To be blunt, many are just plain gone.
Additionally, silver coins were worth something - they had intrinsic value. Back when they were in use, there was no such thing as easy credit and worthless junk coins, backed by nothing but an indebted government. It's likely it cost only a dime to go to that theater, or whatever was there, because a dime was worth far more than we associate it with. Flatly put, people didn't run around with pockets full of them and they hung on to them. They looked for them when they were lost.
Also, keep in mind that when you are viewing these forums, you are seeing many of the same people, over and over. You are also looking at a small cadre of enthusiasts, where little else is displayed. All you are going to see is what they find.

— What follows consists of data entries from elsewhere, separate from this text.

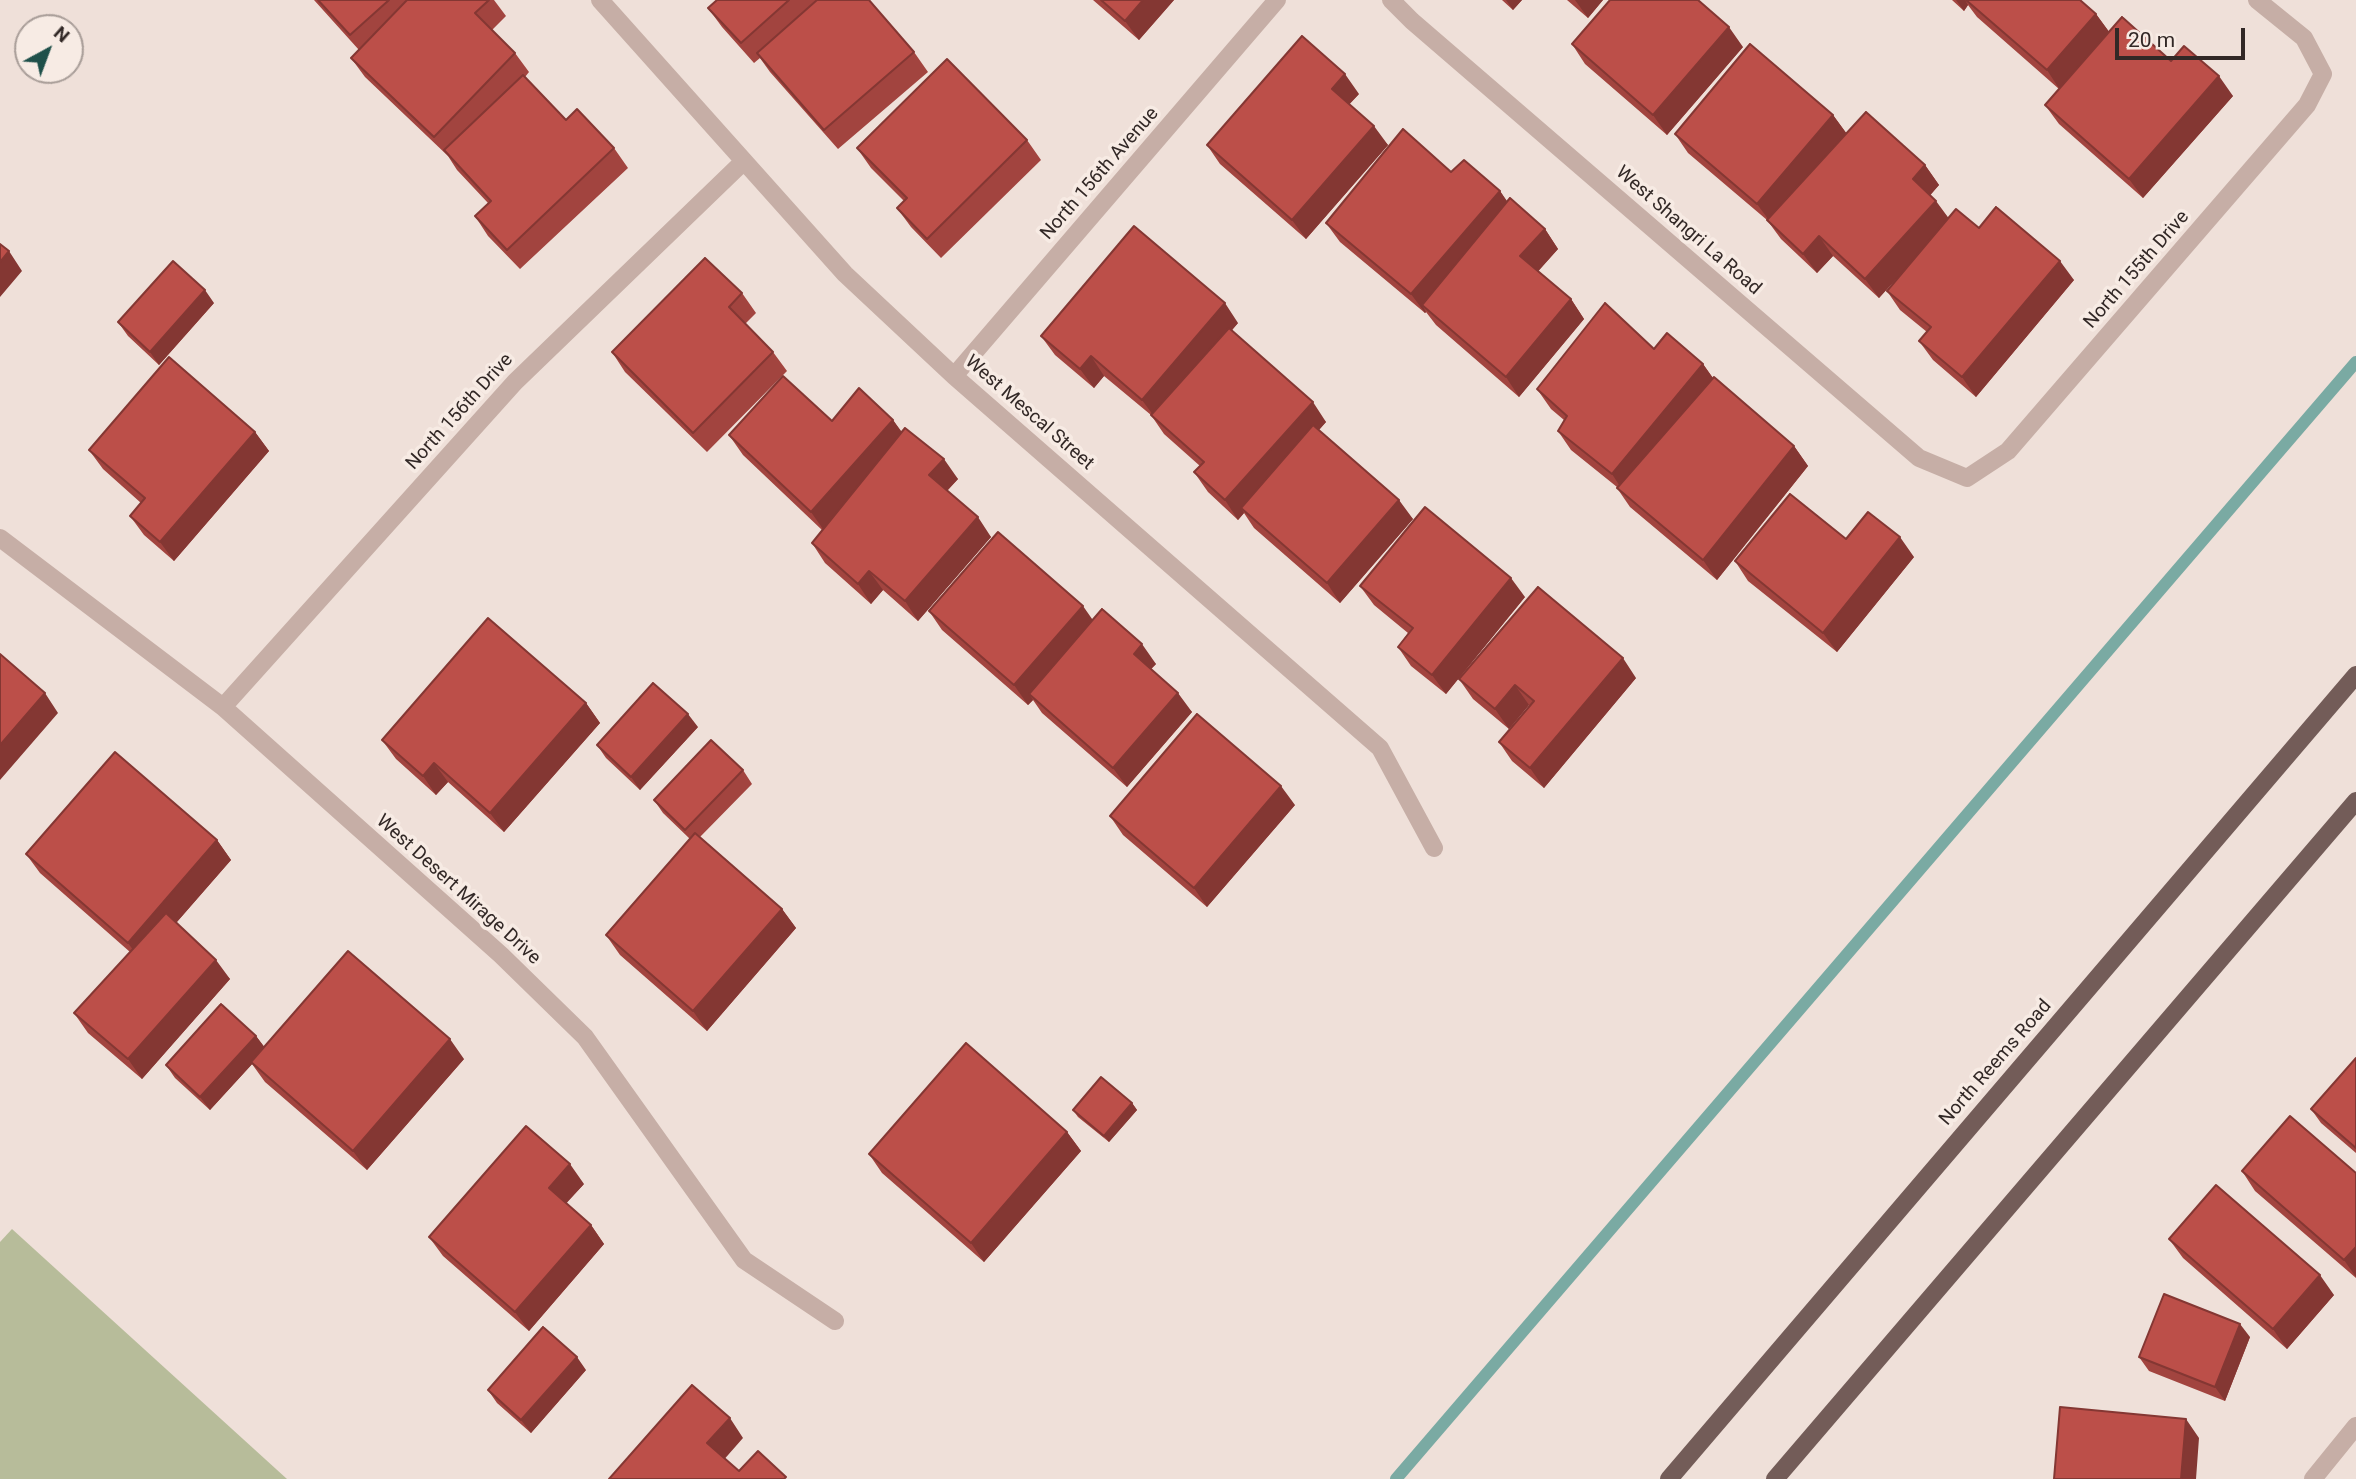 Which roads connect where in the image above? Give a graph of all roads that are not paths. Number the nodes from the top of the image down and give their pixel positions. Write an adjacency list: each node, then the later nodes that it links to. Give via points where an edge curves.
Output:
1 (600, 0): 5 (street, West Mescal Street)
2 (1277, 0): 6 (street, North 156th Avenue)
3 (1391, 0): 7 (street, West Shangri La Road, via 1919,458)
4 (2258, 0): 7 (street, North 155th Drive, via 2304,38 2323,74 2307,105 2008,452)
5 (744, 161): 6 (street, West Mescal Street, via 845,274); 10 (street, North 156th Drive, via 515,382)
6 (954, 376): 12 (street, West Mescal Street, via 1380,748)
7 (1967, 478)
8 (0, 538): 10 (street, West Desert Mirage Drive)
9 (2356, 675): 15 (main road, North Reems Road)
10 (223, 707): 13 (street, West Desert Mirage Drive, via 501,955 585,1037 744,1260)
11 (2356, 801): 16 (main road)
12 (1434, 848)
13 (835, 1321)
14 (2356, 1426): 17 (street)
15 (1669, 1479)
16 (1775, 1479)
17 (2313, 1479) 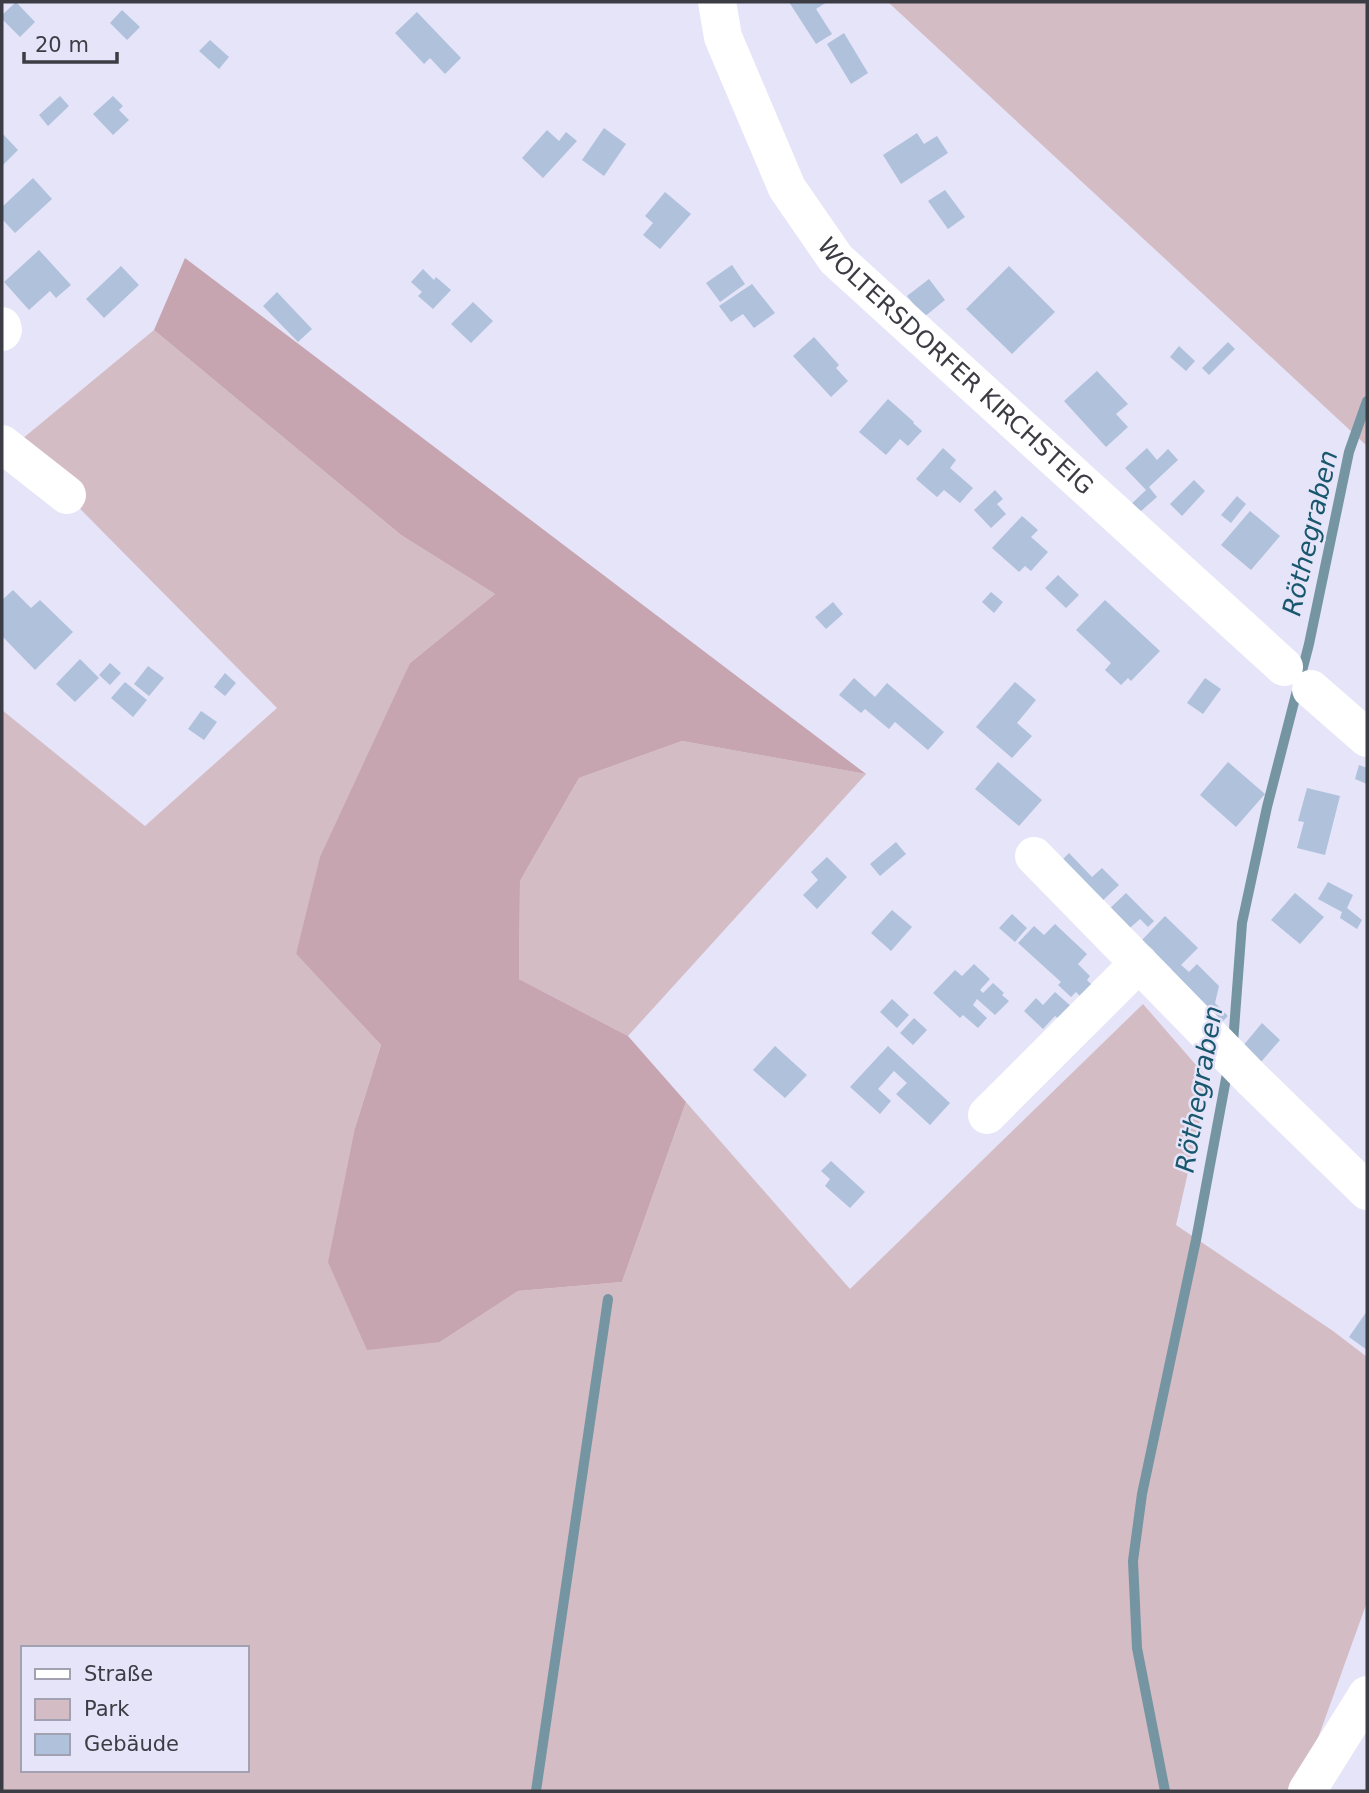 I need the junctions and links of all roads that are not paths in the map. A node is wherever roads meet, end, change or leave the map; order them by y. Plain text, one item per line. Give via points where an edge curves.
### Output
1 (717, 2) edge
2 (2, 326) edge
3 (2, 332) edge
4 (2, 443) edge
5 (67, 495) dead end
6 (1367, 737) edge
7 (1034, 856) dead end
8 (1139, 964) junction
9 (986, 1115) dead end
10 (1367, 1191) edge
11 (1367, 1695) edge
12 (1307, 1791) edge

1 - 6 lane, WOLTERSDORFER KIRCHSTEIG via 723,37 787,188 836,259
2 - 3 lane
4 - 5 lane
7 - 8 lane
8 - 9 lane
8 - 10 lane
11 - 12 lane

Nothing about Sarah Palin, the latest celebrity gossip or good recipes for chicken are seen. These folks spend endless hours at this, and may do little else. Lightning may strike all of us, if we stand out in the storms long enough. Here, you are seeing these collected lightning strikes for viewing.
Now, it is obvious that silver coins are out there. People find them, ergo, they exist - right?
But it is a safe bet they only rarely find them in the usual places. Schools, public venues, parks and so on are nearly devoid of them. There may be a few here and there, of course, as any one thing can be anywhere. But the odds are against very many of them being found this way. A few, perhaps, but that is it.
The best places now are those no one else knows about, like that section of earth that once held up an old theater. The OP found them through blind luck, but it points out one fact that is paramount:
they were in a place no one else knew to look, and did not have access to so they could look.
This is why you hear so much about research and private property access. Only by knowing what others do not, such as where people of yesteryear gathered in large numbers, can you up your odds. Since people eventually lose things, the more people that gathered in an area the better the odds they lost coins. Find a spot where many of them actively gathered, 60 or 80 years ago, and your chances go way up. This is why not every old place holds masses of silver coins... it is possibly NOT the sort of place where they were lost. Old farm houses fall into this category - farmers are notoriously cash-strapped!
The best places, those that are most untouched, are usually found on private property or well off the beaten path. The OP here had a property owners permission to be there. Other folks will research "ghost" locations, places people no longer go. However, these are very often found on private property, since there is no "unowned" land in this country. Research is easy enough to do - I can show you many places in my area that probably hold old coins. They also happen to be on land that is privately owned.
The message here is clear - silver coins are not easy to find. Dumb luck sometimes steps in and the find of a lifetime occurs. It happens to all of us, this "Lightning Effect."
But to produce coins consistently requires effort, knowledge, and a certain doggedness the T.V. ads don't tell you about. After all, if it
were as easy as the detector manufacturers suggest, everyone would do it.